Some processes like avahi-daemon add to their process name information in brackets (the hostname in the case of avahi-daemon) and will be filtered out by this command.

8

One of the particularity of those processes is that they are not backed by an executable file, so you could do (in zsh):

ps /proc/[0-9]*/exe(^-@:h:t)

Or with any POSIX shell:

ps -p "$(find -L /proc/[0-9]*/exe ! -type l | cut -d / -f3 | paste -sd , -)"

That is check for processes whose /proc/<pid>/exe is a link to a file.

But that means you need to be superuser to be able to check the state of the /proc/<pid>/exe symlink.

Edit: As it happens the zombie processes (at least) satisfy the same condition, so if you don't want them excluded, you'd have to add them back. Like:

ps -p "$(
  { find -L /proc/[0-9]*/exe ! -type l | cut -d / -f3
    ps -Ao pid=,state= | sed -n 's/ Z//p'
  } | paste -sd , -)"

Note that ps -f shows those process names in square brackets not because they're kernel processes, but because they have an empty argv[] (so ps shows the process name instead of argv[0] there). You can have a user space process with an empty argv[] as well and you can have a process name with an argv[0] that's of the form [some-string] so filtering the ps output based on those square brackets is not a foolproof option.

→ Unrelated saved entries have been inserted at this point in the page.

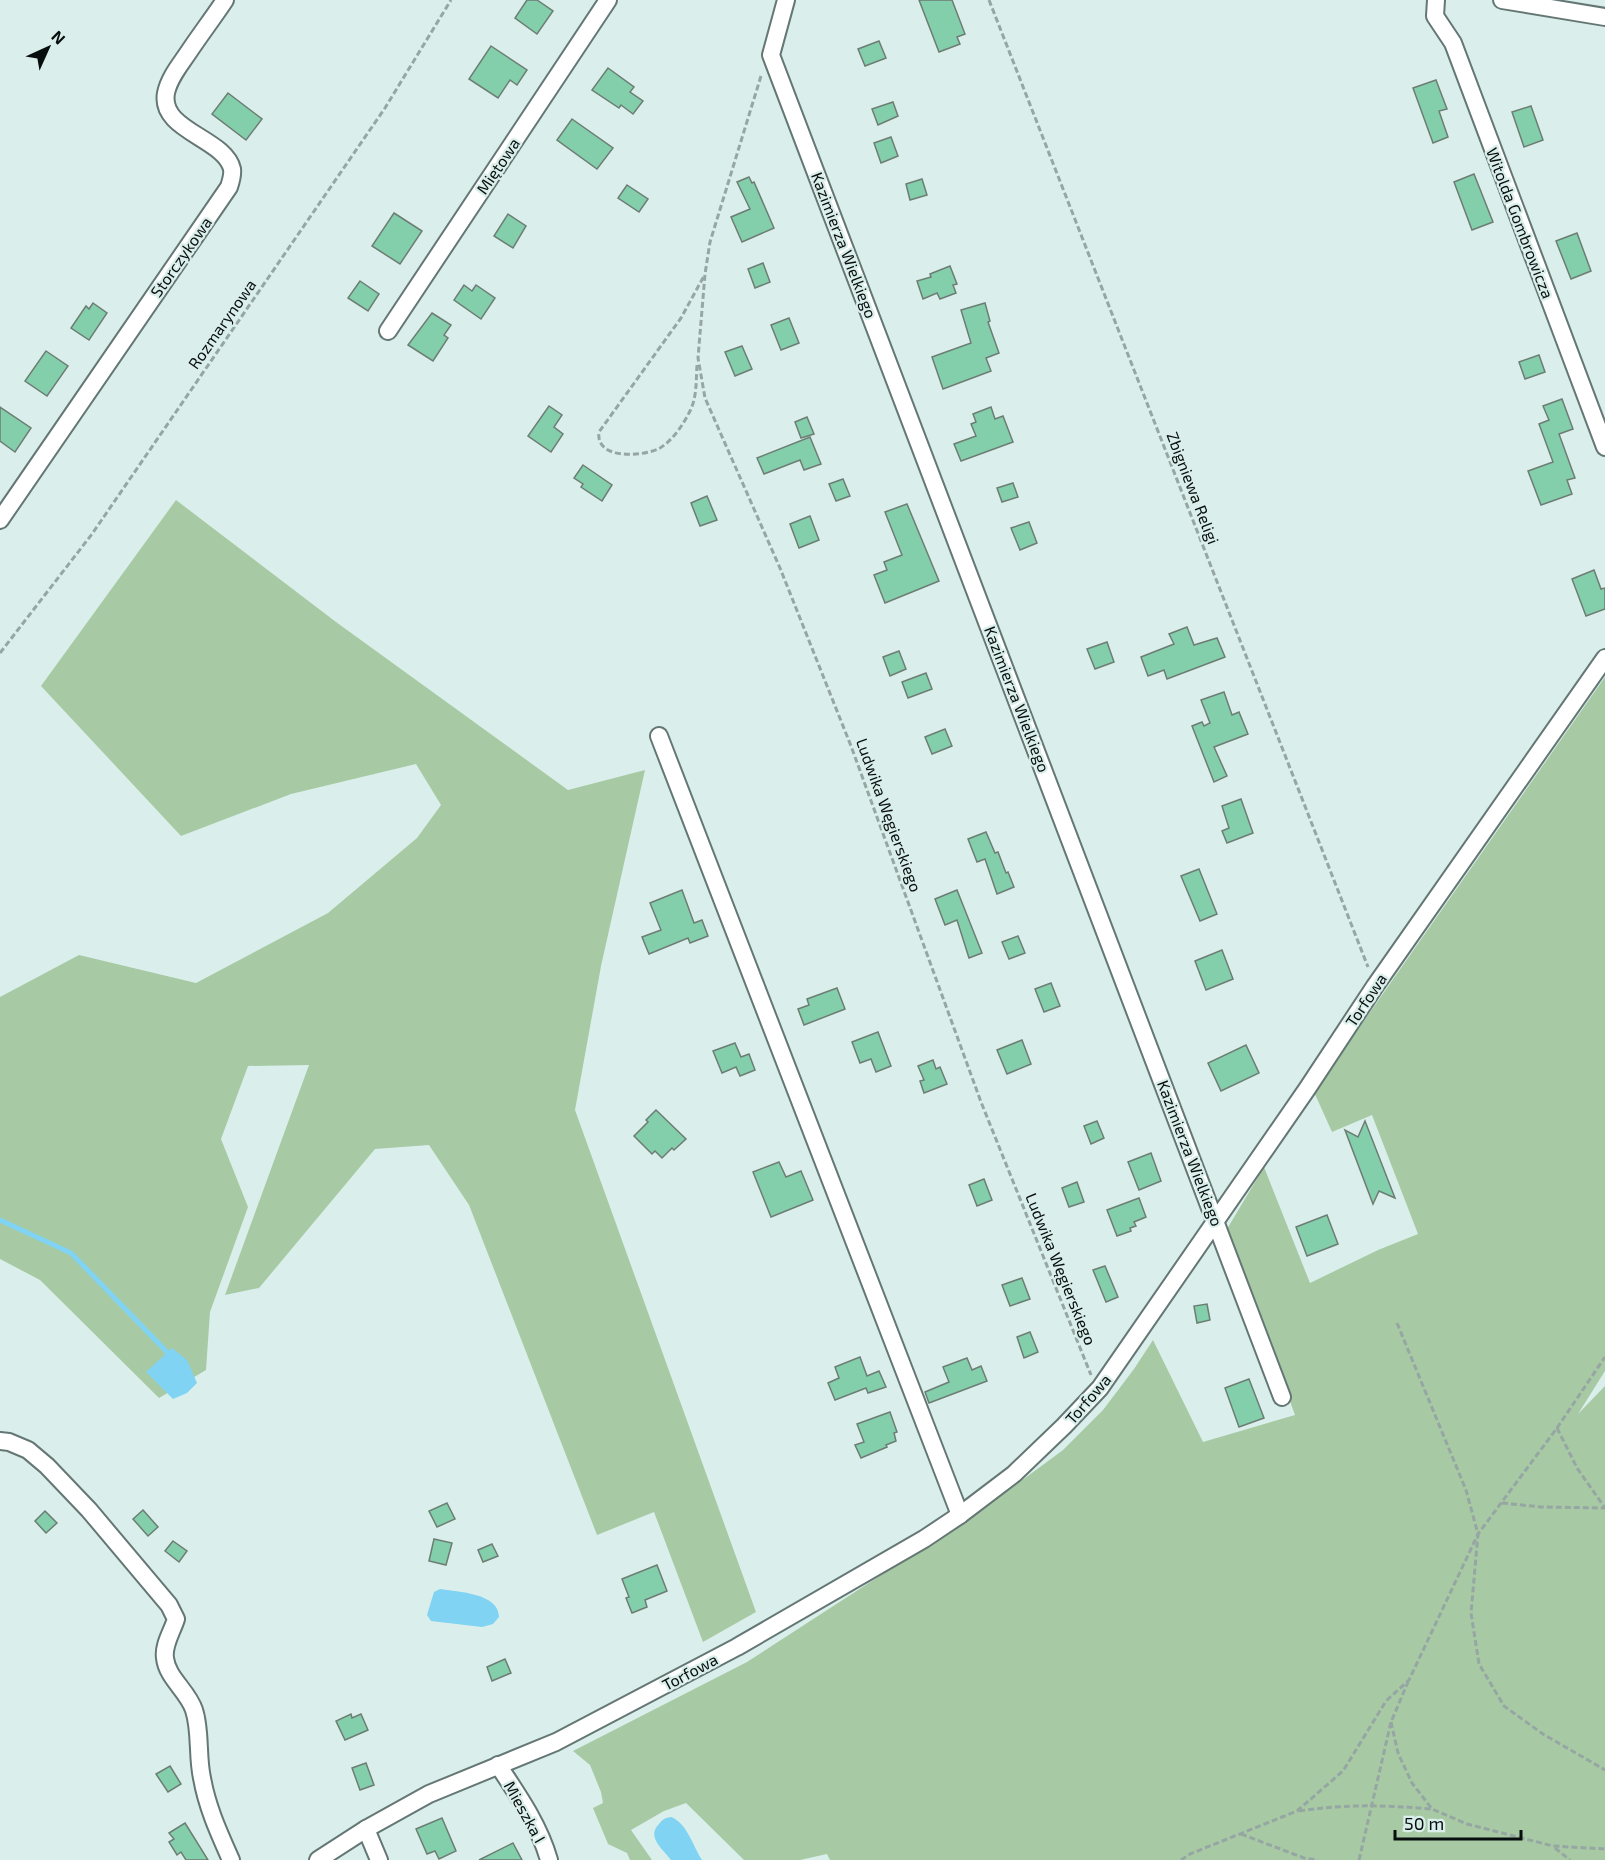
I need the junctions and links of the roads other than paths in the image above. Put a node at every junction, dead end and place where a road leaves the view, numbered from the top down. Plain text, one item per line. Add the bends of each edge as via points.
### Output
1 (225, 0) edge
2 (608, 0) edge
3 (786, 0) edge
4 (1436, 0) edge
5 (1502, 0) edge
6 (1605, 17) edge
7 (388, 331) dead end
8 (1605, 447) edge
9 (0, 520) edge
10 (1605, 658) edge
11 (659, 736) dead end
12 (1215, 1221) junction
13 (1282, 1397) dead end
14 (0, 1441) edge
15 (960, 1515) junction
16 (498, 1765) junction
17 (366, 1829) junction
18 (231, 1860) edge
19 (318, 1860) edge
20 (379, 1860) edge
21 (549, 1860) edge

1 - 9 street, Storczykowa via 172,78 166,105 174,119 225,157 232,168 229,187
2 - 7 street, Miętowa
3 - 12 street, Kazimierza Wielkiego via 771,55
4 - 8 street, Witolda Gombrowicza via 1435,16 1453,43
5 - 6 street
10 - 12 street, Torfowa
11 - 15 street
12 - 13 street, Kazimierza Wielkiego
12 - 15 street, Torfowa via 1100,1388 1014,1474
14 - 18 street via 28,1450 47,1466 170,1605 176,1619 164,1649 165,1661 194,1711 202,1778 212,1817
15 - 16 street, Torfowa via 737,1647 556,1742
16 - 17 street, Torfowa via 429,1794
16 - 21 street, Mieszka I via 529,1811
17 - 19 street, Torfowa
17 - 20 street

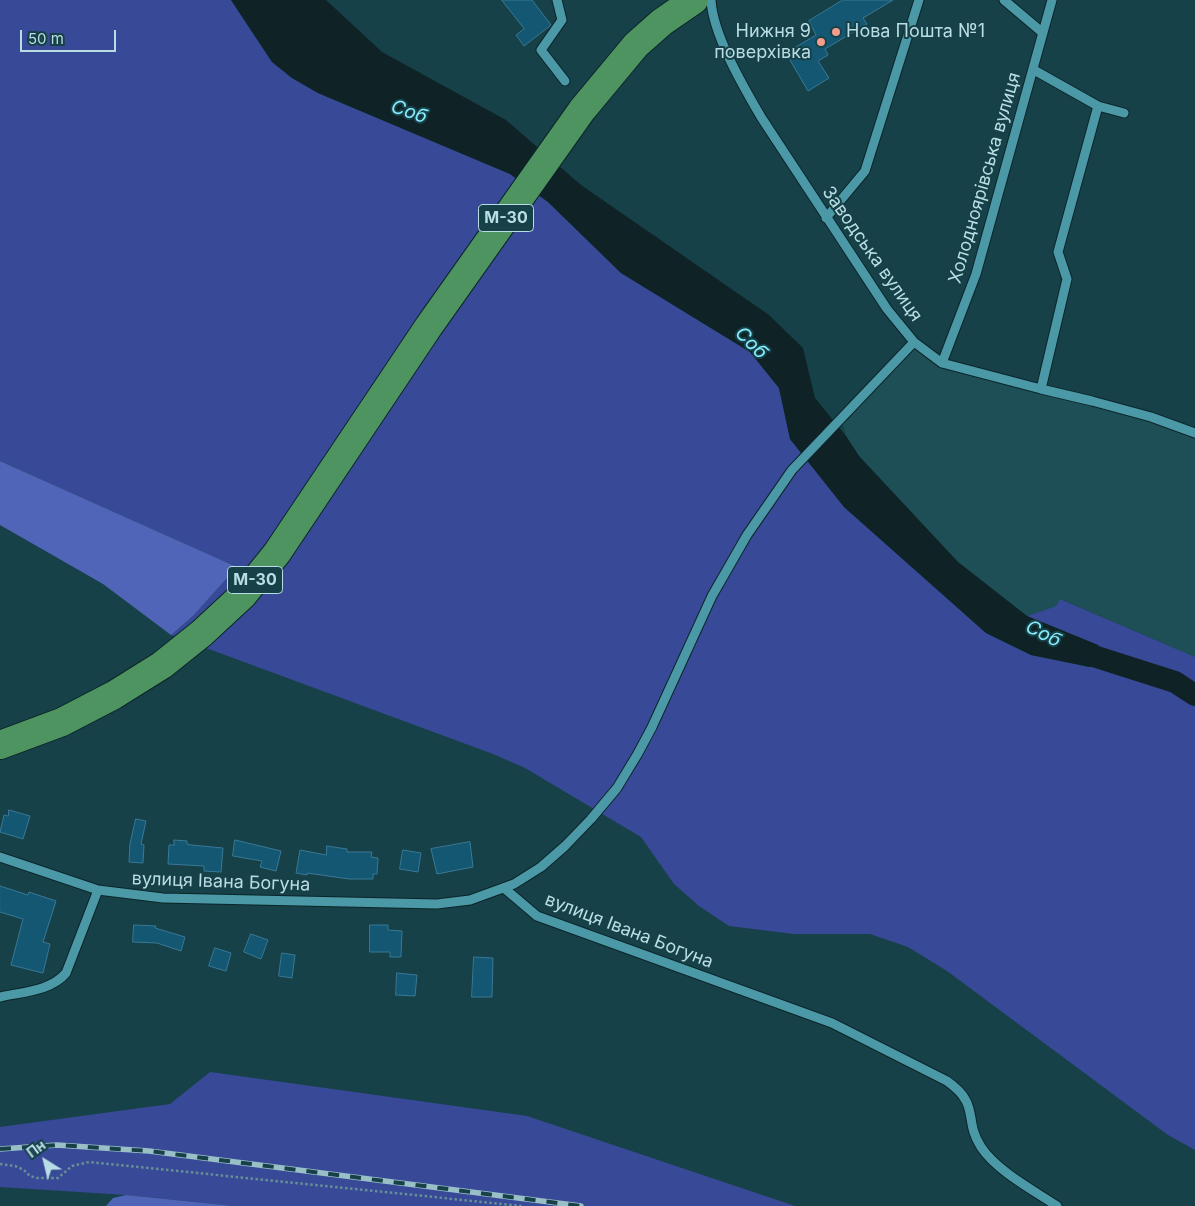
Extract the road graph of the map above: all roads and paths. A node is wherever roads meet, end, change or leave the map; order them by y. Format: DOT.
graph roads {
  1 [pos="557,0"];
  2 [pos="694,0"];
  3 [pos="711,0"];
  4 [pos="919,0"];
  5 [pos="1004,0"];
  6 [pos="1052,0"];
  7 [pos="1043,33"];
  8 [pos="1034,70"];
  9 [pos="565,81"];
  10 [pos="1098,106"];
  11 [pos="1124,113"];
  12 [pos="826,218"];
  13 [pos="914,342"];
  14 [pos="942,363"];
  15 [pos="1041,389"];
  16 [pos="1195,433"];
  17 [pos="0,745"];
  18 [pos="0,857"];
  19 [pos="504,888"];
  20 [pos="98,890"];
  21 [pos="0,997"];
  22 [pos="0,1164"];
  23 [pos="522,1206"];
  24 [pos="1057,1206"];
  1 -- 9 [label="street"];
  2 -- 17 [label="highway, М-30"];
  3 -- 12 [label="street, Заводська вулиця"];
  4 -- 12 [label="street"];
  5 -- 7 [label="street"];
  6 -- 7 [label="street, Холодноярівська вулиця"];
  7 -- 8 [label="street, Холодноярівська вулиця"];
  8 -- 10 [label="street"];
  8 -- 14 [label="street, Холодноярівська вулиця"];
  10 -- 11 [label="street"];
  10 -- 15 [label="street"];
  12 -- 13 [label="street, Заводська вулиця"];
  13 -- 14 [label="street, Заводська вулиця"];
  13 -- 19 [label="street"];
  14 -- 15 [label="street, Заводська вулиця"];
  15 -- 16 [label="street, Заводська вулиця"];
  18 -- 20 [label="street, вулиця Івана Богуна"];
  19 -- 20 [label="street, вулиця Івана Богуна"];
  19 -- 24 [label="street, вулиця Івана Богуна"];
  20 -- 21 [label="street"];
  22 -- 23 [label="path"];
}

  • This is non standard shell syntax, I reckon. – Totor Jun 7 '13 at 14:28
  • 1
    @Totor, as I said, the first one is zsh syntax. The second is standard POSIX sh (and ps and find and cut and paste) syntax. Of course /proc is not specified by POSIX. – Stéphane Chazelas Jun 7 '13 at 14:42
  • Accepting this answer because it's universal (thanks for the edit). However, Hauke Laging's answer is also pretty nice and straightforward as long as you don't deal with a 2.4 kernel. – Totor Jun 8 '13 at 19:12
  • @Totor, Hauke's answer also has the advantage of not requiring superuser priviledge. My answer works with 2.4 and 2.6/3 kernels, but I suppose there's not guarantee it will work in 4.x anyway. – Stéphane Chazelas Jun 8 '13 at 20:01
  • Hmm, you're right, I didn't think about root privileges. It can lead to mistakes since you still get an answer when you're not root, but it's different (so you must be cautious when counting them with, say wc -l). Well, I will accept Hauke Laging's answer then, and give you an upvote. ;) – Totor Jun 9 '13 at 22:41
1

You could also just parse the ps output and look for process names that are not in brackets:

ps aux | awk '$NF!~/^\[.+\]$/'
  • A slightly less unreliable way to get the list of users you're interested in: awk -F: '$7 ~ home { print $1 }' /etc/passwd -- but you'll still get processes that mention any such user name, and you'll leave the temp file lying around. I'll withdraw my downvote, but only because your third solution is reasonable. – Keith Thompson Jun 7 '13 at 20:31
  • Bah, you're right all the way, @KeithThompson, removed the others, they're not worth it. Could you help me clean up the (now) obsolete comments? – terdon Jun 7 '13 at 20:38
  • 1
    Note that $NF is the last word of the command line in ps aux output. Non-kernel processes can have [...] there. As I said in my answer the [xxx] notation is not because they are kernel processes, but because they have no command line (no argument) which is also allowed of non-kernel processes. – Stéphane Chazelas Jun 7 '13 at 22:44
1

For anyone trying this in busybox where ps is heavily simplified and the output is different, this variant of Gilles' great answer works well:

ps -o pid,user,comm,vsz,stat | awk '$4 != 0 && $5 !~ "Z"'

As per Gilles' answer, the methodology here is to find processes that don't use any user memory (`vsz col == 0), and filter out zombie processes (status col is not 'Z').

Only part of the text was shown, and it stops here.